(Exercise aim): The required answer is every line of the data containing the word "edges".

[Stored data entries]
********************
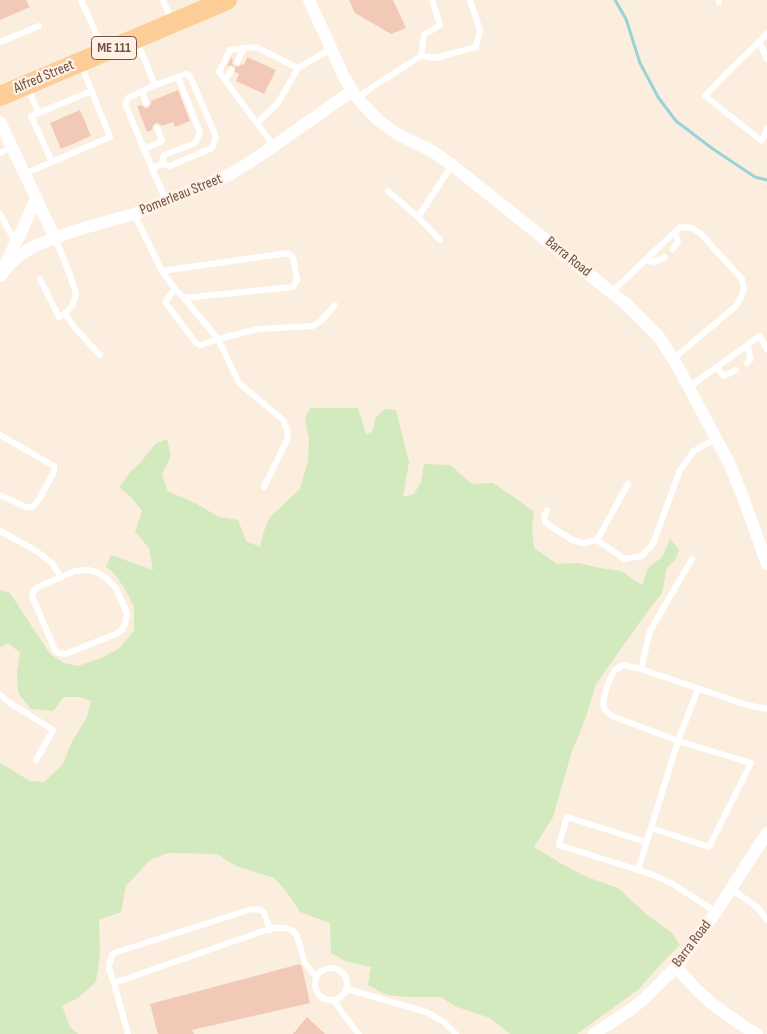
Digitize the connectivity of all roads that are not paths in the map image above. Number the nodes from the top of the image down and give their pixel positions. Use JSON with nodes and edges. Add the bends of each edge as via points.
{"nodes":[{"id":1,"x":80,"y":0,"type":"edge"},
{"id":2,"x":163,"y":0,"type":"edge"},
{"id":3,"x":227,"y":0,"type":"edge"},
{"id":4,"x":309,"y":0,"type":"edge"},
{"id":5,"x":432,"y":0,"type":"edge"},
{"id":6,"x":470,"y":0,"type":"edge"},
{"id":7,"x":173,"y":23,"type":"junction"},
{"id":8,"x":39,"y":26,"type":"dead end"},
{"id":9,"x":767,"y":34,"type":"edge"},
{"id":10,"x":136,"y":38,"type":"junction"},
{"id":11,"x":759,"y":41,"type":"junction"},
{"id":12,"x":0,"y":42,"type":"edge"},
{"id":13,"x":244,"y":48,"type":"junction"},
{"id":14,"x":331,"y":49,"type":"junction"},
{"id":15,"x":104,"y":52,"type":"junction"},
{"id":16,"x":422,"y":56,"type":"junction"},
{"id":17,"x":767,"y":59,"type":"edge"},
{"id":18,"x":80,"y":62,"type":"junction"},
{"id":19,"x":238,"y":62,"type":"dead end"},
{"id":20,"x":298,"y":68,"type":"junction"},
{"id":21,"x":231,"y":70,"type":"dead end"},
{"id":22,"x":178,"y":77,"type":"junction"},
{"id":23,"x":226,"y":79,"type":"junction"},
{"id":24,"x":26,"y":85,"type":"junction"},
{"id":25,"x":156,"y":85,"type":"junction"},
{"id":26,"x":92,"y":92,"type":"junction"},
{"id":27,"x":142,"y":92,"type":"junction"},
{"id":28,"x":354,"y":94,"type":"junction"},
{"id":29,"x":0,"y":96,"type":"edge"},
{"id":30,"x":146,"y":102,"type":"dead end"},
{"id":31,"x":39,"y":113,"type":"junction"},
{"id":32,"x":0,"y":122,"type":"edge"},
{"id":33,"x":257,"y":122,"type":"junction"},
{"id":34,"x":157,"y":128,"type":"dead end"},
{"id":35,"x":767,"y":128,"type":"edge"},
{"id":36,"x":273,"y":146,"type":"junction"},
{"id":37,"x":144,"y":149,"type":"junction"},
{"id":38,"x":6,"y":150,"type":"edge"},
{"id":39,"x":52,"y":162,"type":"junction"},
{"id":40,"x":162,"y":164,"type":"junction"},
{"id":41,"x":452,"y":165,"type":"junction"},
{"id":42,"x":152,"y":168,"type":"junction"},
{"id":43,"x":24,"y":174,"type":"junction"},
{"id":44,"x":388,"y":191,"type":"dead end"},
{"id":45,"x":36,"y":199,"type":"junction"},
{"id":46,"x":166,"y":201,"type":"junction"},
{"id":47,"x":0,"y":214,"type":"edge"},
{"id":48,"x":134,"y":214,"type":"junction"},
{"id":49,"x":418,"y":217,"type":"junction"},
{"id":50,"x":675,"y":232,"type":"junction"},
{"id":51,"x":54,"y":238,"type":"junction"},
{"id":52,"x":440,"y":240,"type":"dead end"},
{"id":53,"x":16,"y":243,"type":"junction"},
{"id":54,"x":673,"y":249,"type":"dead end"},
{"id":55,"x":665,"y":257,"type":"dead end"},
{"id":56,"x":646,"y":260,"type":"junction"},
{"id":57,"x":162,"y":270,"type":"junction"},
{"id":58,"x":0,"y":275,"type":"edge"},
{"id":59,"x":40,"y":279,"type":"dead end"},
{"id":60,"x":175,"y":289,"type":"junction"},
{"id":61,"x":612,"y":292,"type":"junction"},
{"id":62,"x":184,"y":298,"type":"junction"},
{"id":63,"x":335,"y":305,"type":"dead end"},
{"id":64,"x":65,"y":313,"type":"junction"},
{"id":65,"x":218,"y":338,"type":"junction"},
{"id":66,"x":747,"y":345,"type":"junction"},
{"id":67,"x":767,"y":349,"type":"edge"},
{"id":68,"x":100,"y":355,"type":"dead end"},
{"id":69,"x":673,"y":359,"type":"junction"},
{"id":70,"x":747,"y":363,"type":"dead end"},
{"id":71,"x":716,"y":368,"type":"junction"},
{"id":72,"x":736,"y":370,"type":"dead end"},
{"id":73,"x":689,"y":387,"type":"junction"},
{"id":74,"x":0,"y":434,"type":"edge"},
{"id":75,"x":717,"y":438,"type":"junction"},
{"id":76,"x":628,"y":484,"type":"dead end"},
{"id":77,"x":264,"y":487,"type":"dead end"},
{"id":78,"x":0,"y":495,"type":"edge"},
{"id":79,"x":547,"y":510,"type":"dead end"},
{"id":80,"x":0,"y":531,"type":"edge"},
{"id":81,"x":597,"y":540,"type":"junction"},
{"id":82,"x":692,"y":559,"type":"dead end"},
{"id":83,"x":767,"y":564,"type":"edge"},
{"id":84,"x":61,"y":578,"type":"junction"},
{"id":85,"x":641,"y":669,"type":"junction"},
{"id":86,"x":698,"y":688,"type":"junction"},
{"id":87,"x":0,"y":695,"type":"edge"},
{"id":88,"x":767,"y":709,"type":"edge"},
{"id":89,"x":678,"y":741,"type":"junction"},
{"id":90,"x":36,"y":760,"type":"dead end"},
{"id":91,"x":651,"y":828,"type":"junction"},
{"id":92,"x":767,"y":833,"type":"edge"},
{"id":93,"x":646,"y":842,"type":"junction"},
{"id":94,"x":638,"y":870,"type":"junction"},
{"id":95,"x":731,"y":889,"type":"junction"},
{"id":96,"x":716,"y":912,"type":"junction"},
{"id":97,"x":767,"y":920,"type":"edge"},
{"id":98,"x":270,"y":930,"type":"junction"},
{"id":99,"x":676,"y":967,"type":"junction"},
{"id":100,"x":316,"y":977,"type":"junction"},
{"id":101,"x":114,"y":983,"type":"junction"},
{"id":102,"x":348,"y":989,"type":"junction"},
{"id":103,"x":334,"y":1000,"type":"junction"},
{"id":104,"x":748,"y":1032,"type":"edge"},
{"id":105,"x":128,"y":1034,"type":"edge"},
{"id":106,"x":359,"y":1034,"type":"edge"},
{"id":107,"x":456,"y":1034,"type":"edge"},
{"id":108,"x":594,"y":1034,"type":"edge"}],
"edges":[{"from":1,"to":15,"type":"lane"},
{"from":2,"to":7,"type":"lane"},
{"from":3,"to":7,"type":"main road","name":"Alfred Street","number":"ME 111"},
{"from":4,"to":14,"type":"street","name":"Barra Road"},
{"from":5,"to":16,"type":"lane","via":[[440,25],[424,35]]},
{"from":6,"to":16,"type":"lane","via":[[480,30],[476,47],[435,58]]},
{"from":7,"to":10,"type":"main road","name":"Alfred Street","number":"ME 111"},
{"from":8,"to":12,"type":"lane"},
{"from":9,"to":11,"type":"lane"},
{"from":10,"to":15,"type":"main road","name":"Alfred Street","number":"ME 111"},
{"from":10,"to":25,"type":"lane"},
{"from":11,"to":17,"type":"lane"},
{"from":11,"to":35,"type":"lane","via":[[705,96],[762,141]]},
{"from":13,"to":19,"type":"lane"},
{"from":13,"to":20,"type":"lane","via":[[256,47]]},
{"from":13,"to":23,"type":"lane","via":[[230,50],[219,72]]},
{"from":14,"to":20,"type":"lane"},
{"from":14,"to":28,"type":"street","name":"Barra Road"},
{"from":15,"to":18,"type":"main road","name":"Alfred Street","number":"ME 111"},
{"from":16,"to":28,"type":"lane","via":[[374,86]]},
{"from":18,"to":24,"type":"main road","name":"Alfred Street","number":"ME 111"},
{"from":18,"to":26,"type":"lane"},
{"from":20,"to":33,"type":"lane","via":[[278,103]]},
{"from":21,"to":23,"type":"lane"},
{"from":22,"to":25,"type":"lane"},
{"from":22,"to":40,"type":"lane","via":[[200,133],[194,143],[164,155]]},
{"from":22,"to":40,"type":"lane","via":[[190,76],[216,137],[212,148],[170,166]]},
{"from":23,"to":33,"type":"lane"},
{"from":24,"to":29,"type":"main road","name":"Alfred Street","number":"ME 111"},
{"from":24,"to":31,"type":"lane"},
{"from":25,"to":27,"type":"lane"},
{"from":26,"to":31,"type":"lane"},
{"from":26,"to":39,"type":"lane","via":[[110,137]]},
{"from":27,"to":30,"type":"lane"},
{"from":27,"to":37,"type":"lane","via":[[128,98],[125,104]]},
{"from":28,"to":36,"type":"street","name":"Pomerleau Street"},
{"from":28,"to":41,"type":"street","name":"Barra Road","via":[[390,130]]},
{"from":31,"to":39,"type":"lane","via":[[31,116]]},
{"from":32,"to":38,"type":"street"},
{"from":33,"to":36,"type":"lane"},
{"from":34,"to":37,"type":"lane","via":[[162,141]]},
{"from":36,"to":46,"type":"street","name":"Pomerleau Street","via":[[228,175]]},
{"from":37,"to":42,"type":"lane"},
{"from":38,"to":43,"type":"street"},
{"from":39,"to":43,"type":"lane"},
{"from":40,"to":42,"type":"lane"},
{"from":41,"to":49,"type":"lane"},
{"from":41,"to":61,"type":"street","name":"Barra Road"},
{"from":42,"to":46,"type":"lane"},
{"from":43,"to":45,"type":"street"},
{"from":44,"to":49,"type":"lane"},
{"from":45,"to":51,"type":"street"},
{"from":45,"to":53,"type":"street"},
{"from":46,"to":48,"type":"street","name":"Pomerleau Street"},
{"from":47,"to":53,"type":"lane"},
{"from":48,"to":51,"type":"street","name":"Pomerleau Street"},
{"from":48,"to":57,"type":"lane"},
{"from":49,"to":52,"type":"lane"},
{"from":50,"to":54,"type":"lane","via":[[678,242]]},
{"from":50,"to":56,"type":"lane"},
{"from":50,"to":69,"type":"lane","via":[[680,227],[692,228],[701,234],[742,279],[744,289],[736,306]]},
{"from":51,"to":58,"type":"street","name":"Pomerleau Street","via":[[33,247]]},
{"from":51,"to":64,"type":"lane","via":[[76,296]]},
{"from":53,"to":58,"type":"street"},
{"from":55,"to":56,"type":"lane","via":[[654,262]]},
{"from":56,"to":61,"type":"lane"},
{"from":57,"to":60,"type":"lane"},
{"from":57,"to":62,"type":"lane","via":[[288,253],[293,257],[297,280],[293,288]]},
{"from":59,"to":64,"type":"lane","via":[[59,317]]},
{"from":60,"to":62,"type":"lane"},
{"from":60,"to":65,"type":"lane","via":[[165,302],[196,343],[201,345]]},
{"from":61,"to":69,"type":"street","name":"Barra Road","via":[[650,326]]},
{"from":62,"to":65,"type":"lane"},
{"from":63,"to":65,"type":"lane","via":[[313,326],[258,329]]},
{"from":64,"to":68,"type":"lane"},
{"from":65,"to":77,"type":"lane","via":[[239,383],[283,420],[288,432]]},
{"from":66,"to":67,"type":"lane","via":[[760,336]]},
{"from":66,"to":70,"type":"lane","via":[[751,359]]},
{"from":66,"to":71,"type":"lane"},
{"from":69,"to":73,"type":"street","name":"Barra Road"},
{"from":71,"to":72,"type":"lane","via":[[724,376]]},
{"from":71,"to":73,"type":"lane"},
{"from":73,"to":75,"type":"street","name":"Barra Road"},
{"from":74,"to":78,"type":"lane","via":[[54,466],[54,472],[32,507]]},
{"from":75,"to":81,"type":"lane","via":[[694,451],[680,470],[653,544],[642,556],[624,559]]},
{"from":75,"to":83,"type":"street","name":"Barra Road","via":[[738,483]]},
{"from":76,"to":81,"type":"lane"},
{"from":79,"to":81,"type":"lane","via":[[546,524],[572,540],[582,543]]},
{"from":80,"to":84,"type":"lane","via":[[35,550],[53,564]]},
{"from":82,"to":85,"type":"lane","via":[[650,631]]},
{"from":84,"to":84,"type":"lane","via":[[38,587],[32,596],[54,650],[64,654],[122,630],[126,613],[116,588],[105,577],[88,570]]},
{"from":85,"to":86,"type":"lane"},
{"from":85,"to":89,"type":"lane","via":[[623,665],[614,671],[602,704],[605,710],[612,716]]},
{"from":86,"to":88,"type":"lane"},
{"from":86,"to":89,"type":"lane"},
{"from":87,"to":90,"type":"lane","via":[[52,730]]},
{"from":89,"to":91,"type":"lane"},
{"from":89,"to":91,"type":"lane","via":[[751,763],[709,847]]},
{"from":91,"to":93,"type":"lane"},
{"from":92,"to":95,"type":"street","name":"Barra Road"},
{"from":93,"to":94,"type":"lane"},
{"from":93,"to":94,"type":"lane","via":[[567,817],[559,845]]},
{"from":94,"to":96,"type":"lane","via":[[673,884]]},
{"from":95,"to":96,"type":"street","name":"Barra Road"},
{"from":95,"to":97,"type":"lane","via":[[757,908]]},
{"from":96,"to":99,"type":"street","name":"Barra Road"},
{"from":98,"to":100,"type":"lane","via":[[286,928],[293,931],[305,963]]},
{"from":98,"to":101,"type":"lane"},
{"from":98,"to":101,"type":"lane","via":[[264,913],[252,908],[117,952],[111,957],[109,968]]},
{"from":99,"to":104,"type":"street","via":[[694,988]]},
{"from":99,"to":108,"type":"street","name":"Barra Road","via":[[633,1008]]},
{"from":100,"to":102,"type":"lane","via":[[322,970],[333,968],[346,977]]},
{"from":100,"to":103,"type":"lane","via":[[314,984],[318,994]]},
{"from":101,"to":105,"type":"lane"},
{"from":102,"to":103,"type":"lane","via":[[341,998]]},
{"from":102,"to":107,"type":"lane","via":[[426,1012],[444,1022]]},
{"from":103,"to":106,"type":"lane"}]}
********************
(Written answer):
Digitize the connectivity of all roads that are not paths in the map image above. Number the nodes from the top of the image down and give their pixel positions. Use JSON with nodes and edges. Add the bends of each edge as via points.
"edges":[{"from":1,"to":15,"type":"lane"},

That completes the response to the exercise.